### Instructions to follow:
Print the entire listing below word for word, excluding its pictures.
---
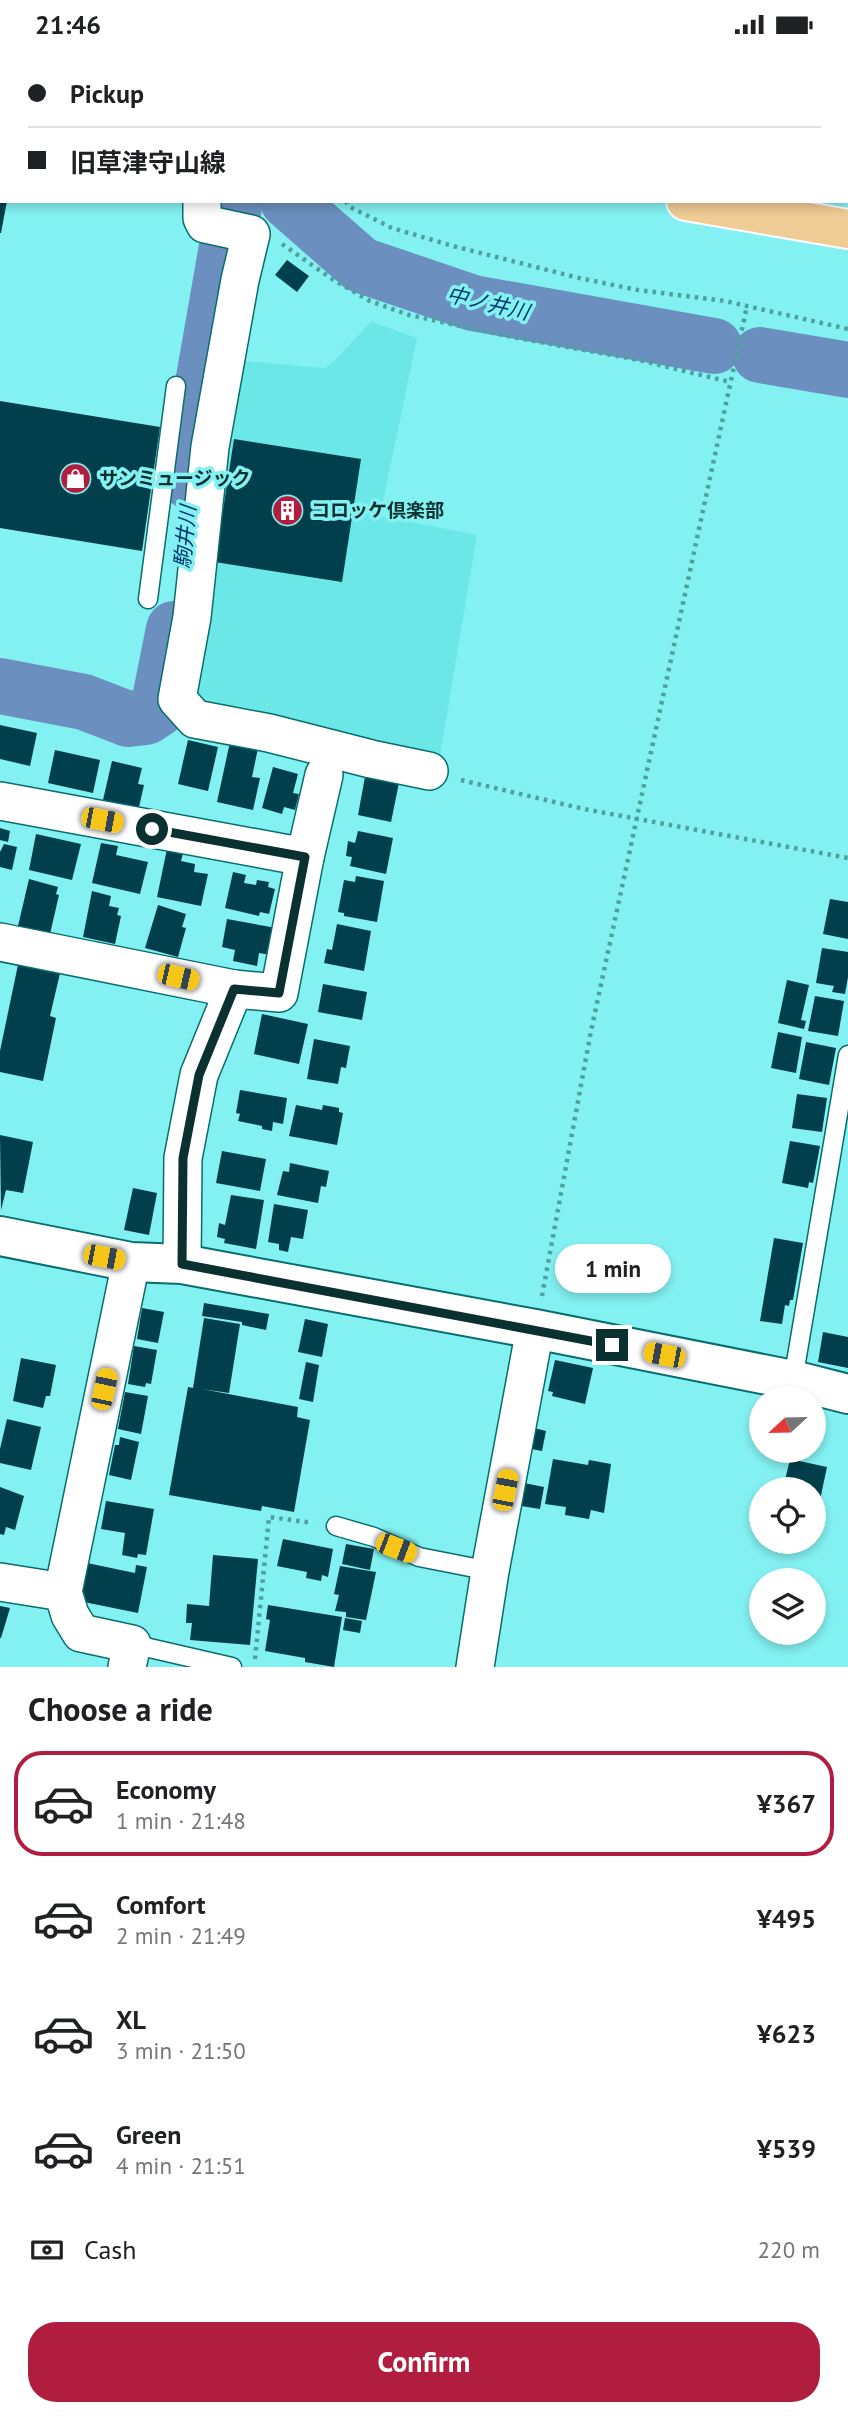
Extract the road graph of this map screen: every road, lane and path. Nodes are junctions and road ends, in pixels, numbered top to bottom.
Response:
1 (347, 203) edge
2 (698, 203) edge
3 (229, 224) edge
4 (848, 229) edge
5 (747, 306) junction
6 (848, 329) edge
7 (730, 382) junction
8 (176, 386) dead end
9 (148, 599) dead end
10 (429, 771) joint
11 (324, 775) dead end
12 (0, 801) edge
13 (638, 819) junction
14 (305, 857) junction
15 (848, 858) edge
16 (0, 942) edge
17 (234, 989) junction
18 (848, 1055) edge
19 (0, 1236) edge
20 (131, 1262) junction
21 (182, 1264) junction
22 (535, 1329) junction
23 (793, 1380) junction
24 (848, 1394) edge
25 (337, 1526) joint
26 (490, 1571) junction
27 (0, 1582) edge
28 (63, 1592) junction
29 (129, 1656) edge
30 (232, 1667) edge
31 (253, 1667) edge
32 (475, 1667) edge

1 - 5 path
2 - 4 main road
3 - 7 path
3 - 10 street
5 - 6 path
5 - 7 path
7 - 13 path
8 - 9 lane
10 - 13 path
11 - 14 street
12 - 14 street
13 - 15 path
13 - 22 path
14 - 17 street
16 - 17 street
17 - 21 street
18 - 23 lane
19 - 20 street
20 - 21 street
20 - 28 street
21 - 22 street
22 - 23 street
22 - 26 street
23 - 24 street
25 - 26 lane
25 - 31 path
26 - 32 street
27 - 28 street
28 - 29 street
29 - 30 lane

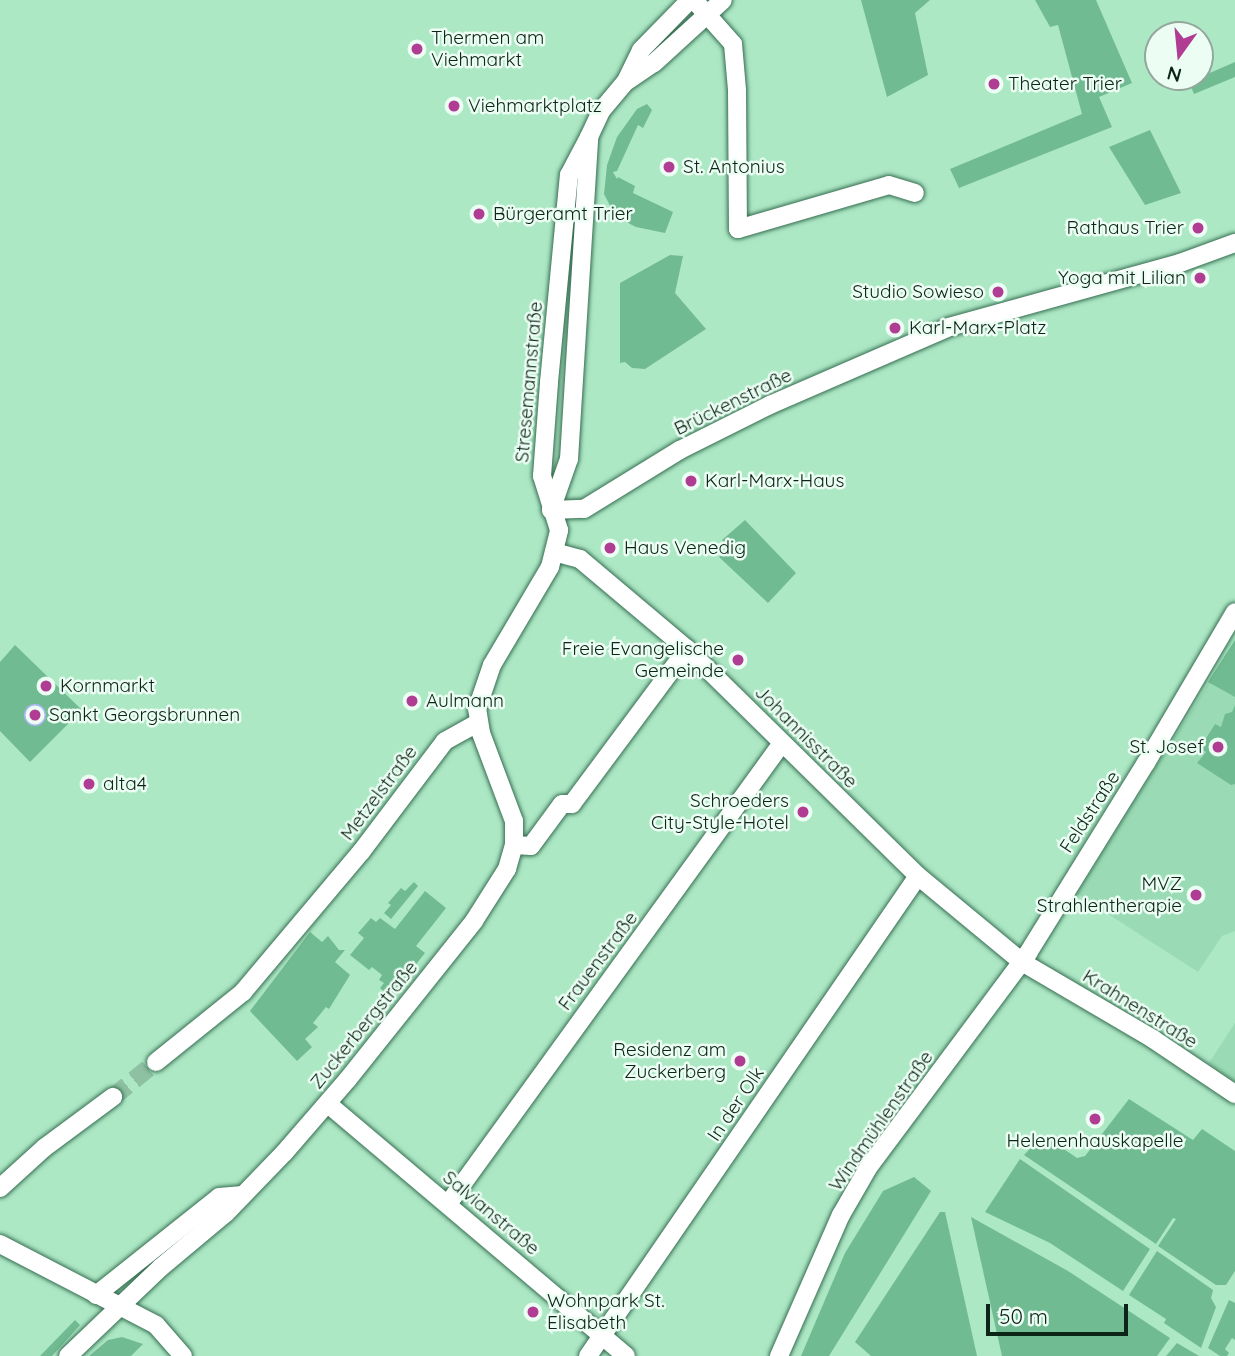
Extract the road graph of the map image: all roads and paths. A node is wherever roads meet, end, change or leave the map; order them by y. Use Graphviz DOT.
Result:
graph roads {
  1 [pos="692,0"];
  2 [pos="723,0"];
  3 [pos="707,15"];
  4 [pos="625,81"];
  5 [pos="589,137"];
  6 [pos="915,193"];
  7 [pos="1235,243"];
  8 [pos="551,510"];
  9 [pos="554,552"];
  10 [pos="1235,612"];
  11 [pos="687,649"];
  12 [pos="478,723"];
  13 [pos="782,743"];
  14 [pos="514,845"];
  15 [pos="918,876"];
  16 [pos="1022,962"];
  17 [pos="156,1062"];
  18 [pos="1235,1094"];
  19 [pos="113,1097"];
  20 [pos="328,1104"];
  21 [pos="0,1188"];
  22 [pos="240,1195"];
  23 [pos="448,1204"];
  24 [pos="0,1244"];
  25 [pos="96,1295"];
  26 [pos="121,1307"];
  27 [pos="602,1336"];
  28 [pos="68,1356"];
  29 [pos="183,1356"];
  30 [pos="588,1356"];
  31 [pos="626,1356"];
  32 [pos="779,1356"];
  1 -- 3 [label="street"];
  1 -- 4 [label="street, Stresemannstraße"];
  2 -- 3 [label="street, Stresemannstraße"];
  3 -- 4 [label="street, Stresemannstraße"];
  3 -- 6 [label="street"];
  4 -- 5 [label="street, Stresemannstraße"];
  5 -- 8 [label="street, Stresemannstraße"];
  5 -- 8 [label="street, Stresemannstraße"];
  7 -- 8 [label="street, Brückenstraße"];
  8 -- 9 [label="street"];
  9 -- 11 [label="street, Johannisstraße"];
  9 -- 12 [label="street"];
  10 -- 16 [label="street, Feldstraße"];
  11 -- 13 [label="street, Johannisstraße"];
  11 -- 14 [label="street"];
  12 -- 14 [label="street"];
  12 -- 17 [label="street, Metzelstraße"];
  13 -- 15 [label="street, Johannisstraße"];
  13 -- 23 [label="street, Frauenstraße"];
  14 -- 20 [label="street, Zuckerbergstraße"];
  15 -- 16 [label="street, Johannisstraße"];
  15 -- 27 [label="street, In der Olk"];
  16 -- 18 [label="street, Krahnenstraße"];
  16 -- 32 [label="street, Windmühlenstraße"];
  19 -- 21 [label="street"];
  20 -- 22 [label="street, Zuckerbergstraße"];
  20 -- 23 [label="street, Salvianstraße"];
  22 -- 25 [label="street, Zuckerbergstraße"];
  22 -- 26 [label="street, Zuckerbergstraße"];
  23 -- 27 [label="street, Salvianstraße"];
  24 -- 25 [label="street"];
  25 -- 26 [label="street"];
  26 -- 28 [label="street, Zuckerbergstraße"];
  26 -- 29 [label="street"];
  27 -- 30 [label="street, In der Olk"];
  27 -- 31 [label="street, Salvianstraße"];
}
---
### Output of the exercise:
Extract the road graph of this map screen: every road, lane and path. Nodes are junctions and road ends, in pixels, numbered top to bottom.
Response:
1 (347, 203) edge
2 (698, 203) edge
3 (229, 224) edge
4 (848, 229) edge
5 (747, 306) junction
6 (848, 329) edge
7 (730, 382) junction
8 (176, 386) dead end
9 (148, 599) dead end
10 (429, 771) joint
11 (324, 775) dead end
12 (0, 801) edge
13 (638, 819) junction
14 (305, 857) junction
15 (848, 858) edge
16 (0, 942) edge
17 (234, 989) junction
18 (848, 1055) edge
19 (0, 1236) edge
20 (131, 1262) junction
21 (182, 1264) junction
22 (535, 1329) junction
23 (793, 1380) junction
24 (848, 1394) edge
25 (337, 1526) joint
26 (490, 1571) junction
27 (0, 1582) edge
28 (63, 1592) junction
29 (129, 1656) edge
30 (232, 1667) edge
31 (253, 1667) edge
32 (475, 1667) edge

1 - 5 path
2 - 4 main road
3 - 7 path
3 - 10 street
5 - 6 path
5 - 7 path
7 - 13 path
8 - 9 lane
10 - 13 path
11 - 14 street
12 - 14 street
13 - 15 path
13 - 22 path
14 - 17 street
16 - 17 street
17 - 21 street
18 - 23 lane
19 - 20 street
20 - 21 street
20 - 28 street
21 - 22 street
22 - 23 street
22 - 26 street
23 - 24 street
25 - 26 lane
25 - 31 path
26 - 32 street
27 - 28 street
28 - 29 street
29 - 30 lane

Extract the road graph of the map image: all roads and paths. A node is wherever roads meet, end, change or leave the map; order them by y. Use Graphviz DOT.
Result:
graph roads {
  1 [pos="692,0"];
  2 [pos="723,0"];
  3 [pos="707,15"];
  4 [pos="625,81"];
  5 [pos="589,137"];
  6 [pos="915,193"];
  7 [pos="1235,243"];
  8 [pos="551,510"];
  9 [pos="554,552"];
  10 [pos="1235,612"];
  11 [pos="687,649"];
  12 [pos="478,723"];
  13 [pos="782,743"];
  14 [pos="514,845"];
  15 [pos="918,876"];
  16 [pos="1022,962"];
  17 [pos="156,1062"];
  18 [pos="1235,1094"];
  19 [pos="113,1097"];
  20 [pos="328,1104"];
  21 [pos="0,1188"];
  22 [pos="240,1195"];
  23 [pos="448,1204"];
  24 [pos="0,1244"];
  25 [pos="96,1295"];
  26 [pos="121,1307"];
  27 [pos="602,1336"];
  28 [pos="68,1356"];
  29 [pos="183,1356"];
  30 [pos="588,1356"];
  31 [pos="626,1356"];
  32 [pos="779,1356"];
  1 -- 3 [label="street"];
  1 -- 4 [label="street, Stresemannstraße"];
  2 -- 3 [label="street, Stresemannstraße"];
  3 -- 4 [label="street, Stresemannstraße"];
  3 -- 6 [label="street"];
  4 -- 5 [label="street, Stresemannstraße"];
  5 -- 8 [label="street, Stresemannstraße"];
  5 -- 8 [label="street, Stresemannstraße"];
  7 -- 8 [label="street, Brückenstraße"];
  8 -- 9 [label="street"];
  9 -- 11 [label="street, Johannisstraße"];
  9 -- 12 [label="street"];
  10 -- 16 [label="street, Feldstraße"];
  11 -- 13 [label="street, Johannisstraße"];
  11 -- 14 [label="street"];
  12 -- 14 [label="street"];
  12 -- 17 [label="street, Metzelstraße"];
  13 -- 15 [label="street, Johannisstraße"];
  13 -- 23 [label="street, Frauenstraße"];
  14 -- 20 [label="street, Zuckerbergstraße"];
  15 -- 16 [label="street, Johannisstraße"];
  15 -- 27 [label="street, In der Olk"];
  16 -- 18 [label="street, Krahnenstraße"];
  16 -- 32 [label="street, Windmühlenstraße"];
  19 -- 21 [label="street"];
  20 -- 22 [label="street, Zuckerbergstraße"];
  20 -- 23 [label="street, Salvianstraße"];
  22 -- 25 [label="street, Zuckerbergstraße"];
  22 -- 26 [label="street, Zuckerbergstraße"];
  23 -- 27 [label="street, Salvianstraße"];
  24 -- 25 [label="street"];
  25 -- 26 [label="street"];
  26 -- 28 [label="street, Zuckerbergstraße"];
  26 -- 29 [label="street"];
  27 -- 30 [label="street, In der Olk"];
  27 -- 31 [label="street, Salvianstraße"];
}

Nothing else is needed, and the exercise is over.